Election campaigns often set the tone for the subsequent term of government and its policy agenda, and the reality is most of the political debutants want to roll back globalisation as a basis for Australia's future economic success.
One can only imagine what potential investors based in London, New York or Shanghai might think about their future prospects for doing lucrative business in Australia, given the scrum of politicians so blatantly against the very concept of freedom of trade and investment.
Returning to protectionism will wreak great economic harm to Australia as an island trading nation, whose costs could be magnified if Xenophon and the other anti‑globalisers dissuade the Turnbull government from pursuing freer trade with a Brexiting United Kingdom.
But for a modern nation built upon the influx of people from all corners of the Earth, and with embodied human capital representing a major driver of economic growth, it is even more tragic that Hanson seeks to radically reduce Australia's immigration intake to a trickle.

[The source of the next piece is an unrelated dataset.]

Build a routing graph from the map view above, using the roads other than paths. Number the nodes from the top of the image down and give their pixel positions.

In the coming months it is likely to become increasingly important to ask from whence do these retrograde ideas come.
It seems some segments of the voting population feel their interests are not advanced by cross‑border trading and investing relations, which is most ironic considering the huge extent to which Australian consumers have particularly benefitted from globalisation.
A related aspect of anti‑globalisation sentiment is the misconception that freeing up trade or immigration somehow leads to job losses.

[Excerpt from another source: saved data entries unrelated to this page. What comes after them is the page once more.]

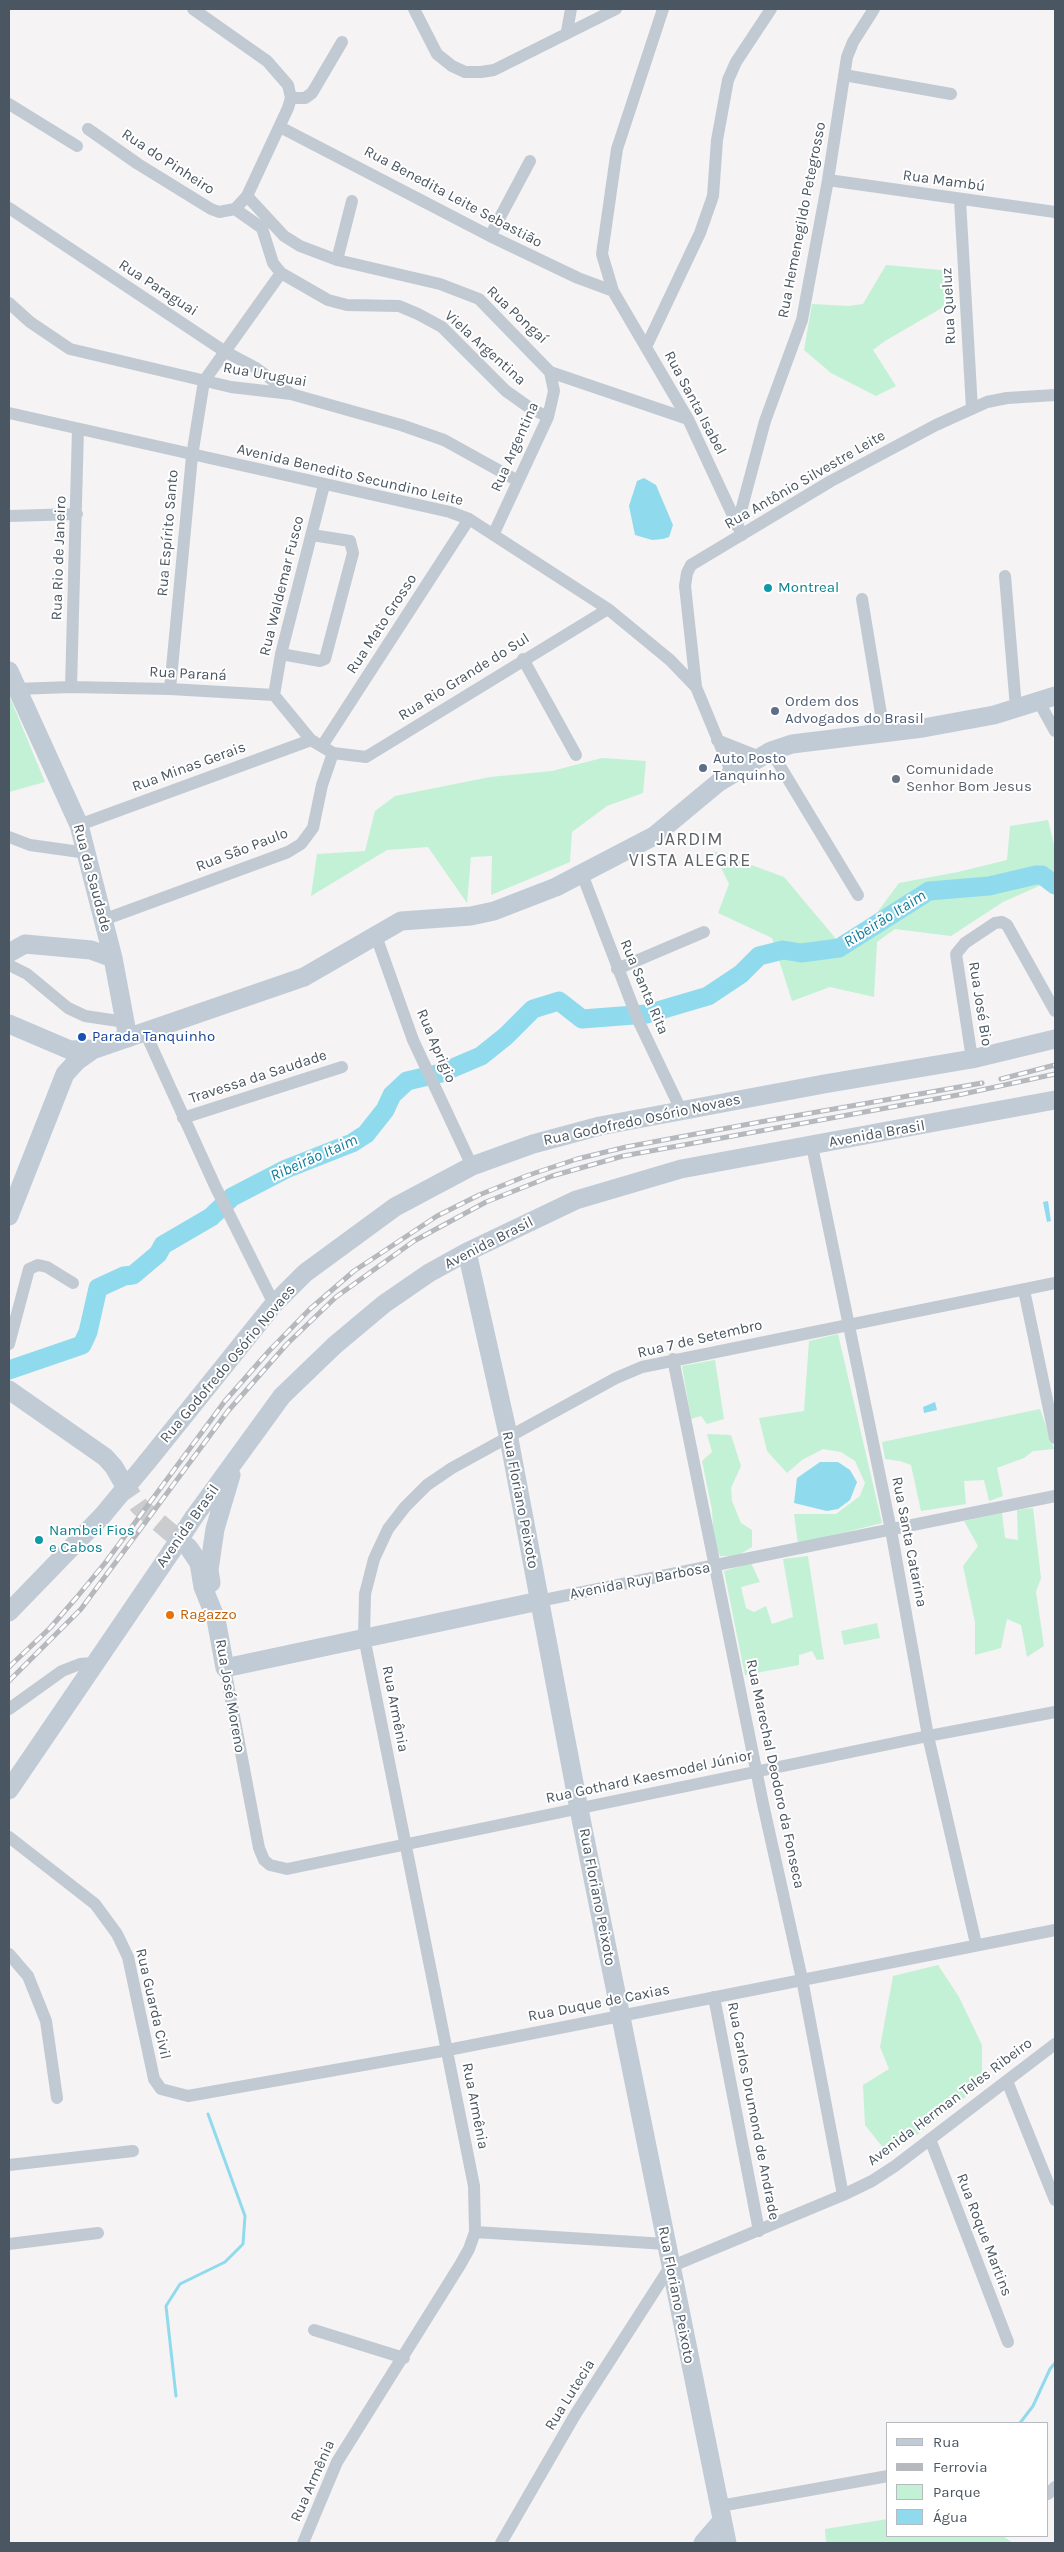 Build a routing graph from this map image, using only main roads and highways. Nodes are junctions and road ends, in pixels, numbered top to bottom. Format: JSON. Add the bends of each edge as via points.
{"nodes":[{"id":1,"x":9,"y":671,"type":"edge"},
{"id":2,"x":1047,"y":699,"type":"edge"},
{"id":3,"x":105,"y":928,"type":"junction"},
{"id":4,"x":14,"y":945,"type":"edge"},
{"id":5,"x":91,"y":950,"type":"junction"},
{"id":6,"x":113,"y":958,"type":"junction"},
{"id":7,"x":9,"y":1024,"type":"edge"},
{"id":8,"x":132,"y":1030,"type":"junction"},
{"id":9,"x":1055,"y":1039,"type":"edge"},
{"id":10,"x":43,"y":1040,"type":"junction"},
{"id":11,"x":95,"y":1049,"type":"junction"},
{"id":12,"x":59,"y":1087,"type":"junction"},
{"id":13,"x":1055,"y":1100,"type":"edge"},
{"id":14,"x":9,"y":1216,"type":"edge"},
{"id":15,"x":467,"y":1252,"type":"junction"},
{"id":16,"x":9,"y":1390,"type":"edge"},
{"id":17,"x":237,"y":1457,"type":"junction"},
{"id":18,"x":122,"y":1481,"type":"tunnel mouth"},
{"id":19,"x":189,"y":1548,"type":"tunnel mouth"},
{"id":20,"x":539,"y":1601,"type":"junction"},
{"id":21,"x":9,"y":1612,"type":"edge"},
{"id":22,"x":216,"y":1618,"type":"junction"},
{"id":23,"x":225,"y":1668,"type":"joint"},
{"id":24,"x":9,"y":1790,"type":"edge"},
{"id":25,"x":721,"y":2514,"type":"junction"},
{"id":26,"x":703,"y":2543,"type":"edge"},
{"id":27,"x":727,"y":2543,"type":"edge"}],
"edges":[{"from":1,"to":3,"type":"main road","name":"Rua da Saudade","via":[[79,826]]},
{"from":2,"to":8,"type":"main road","via":[[976,718],[792,744],[766,754],[732,774],[654,836],[582,874],[494,911],[471,916],[407,919],[304,978]]},
{"from":3,"to":5,"type":"main road"},
{"from":3,"to":6,"type":"main road","name":"Rua da Saudade"},
{"from":4,"to":5,"type":"main road"},
{"from":5,"to":6,"type":"main road"},
{"from":6,"to":8,"type":"main road","name":"Rua da Saudade"},
{"from":7,"to":10,"type":"main road"},
{"from":8,"to":11,"type":"main road"},
{"from":9,"to":21,"type":"main road","name":"Rua Godofredo Osório Novaes","bridge":true,"via":[[972,1059],[600,1126],[532,1144],[472,1166],[395,1207],[305,1273],[274,1304],[103,1514]]},
{"from":10,"to":11,"type":"main road","via":[[70,1050]]},
{"from":10,"to":12,"type":"main road","via":[[55,1059]]},
{"from":11,"to":12,"type":"main road","via":[[70,1067]]},
{"from":12,"to":14,"type":"main road"},
{"from":13,"to":15,"type":"main road","name":"Avenida Brasil","via":[[681,1169],[576,1200]]},
{"from":15,"to":17,"type":"main road","name":"Avenida Brasil","via":[[384,1304],[335,1345],[282,1396]]},
{"from":15,"to":20,"type":"main road","name":"Rua Floriano Peixoto","via":[[509,1439]]},
{"from":16,"to":18,"type":"main road","via":[[91,1446],[114,1467]]},
{"from":17,"to":22,"type":"main road","via":[[221,1506],[211,1556]]},
{"from":17,"to":24,"type":"main road","name":"Avenida Brasil","bridge":true},
{"from":19,"to":22,"type":"main road","name":"Rua José Moreno","via":[[199,1563],[203,1587]]},
{"from":20,"to":23,"type":"main road","name":"Avenida Ruy Barbosa"},
{"from":20,"to":25,"type":"main road","name":"Rua Floriano Peixoto"},
{"from":22,"to":23,"type":"main road","name":"Rua José Moreno"},
{"from":25,"to":26,"type":"main road"},
{"from":25,"to":27,"type":"main road","name":"Rua Floriano Peixoto"}]}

The price of economic liberty is eternal vigilance, and so sensible economic reformers in the Australian Parliament must partake in fresh efforts to counter the ill‑feelings and resentments whipped up against globalisation.
Those amenable to globalisation can point to the empirical benefits of freer trade, investment and immigration, and refer to powerful case studies showing how average Australians gain in a globalising world, and that trade, investment and labour barriers will ultimately hold back wealth and prosperity for ordinary people.
But do the pro‑globalist economic reformers left standing in Parliament in the wake of the 2016 election have the courage and nous to win the argument?
For Australia's sake, let us hope so.
MIKAYLA NOVAK is a senior researcher with the Institute of Public Affairs.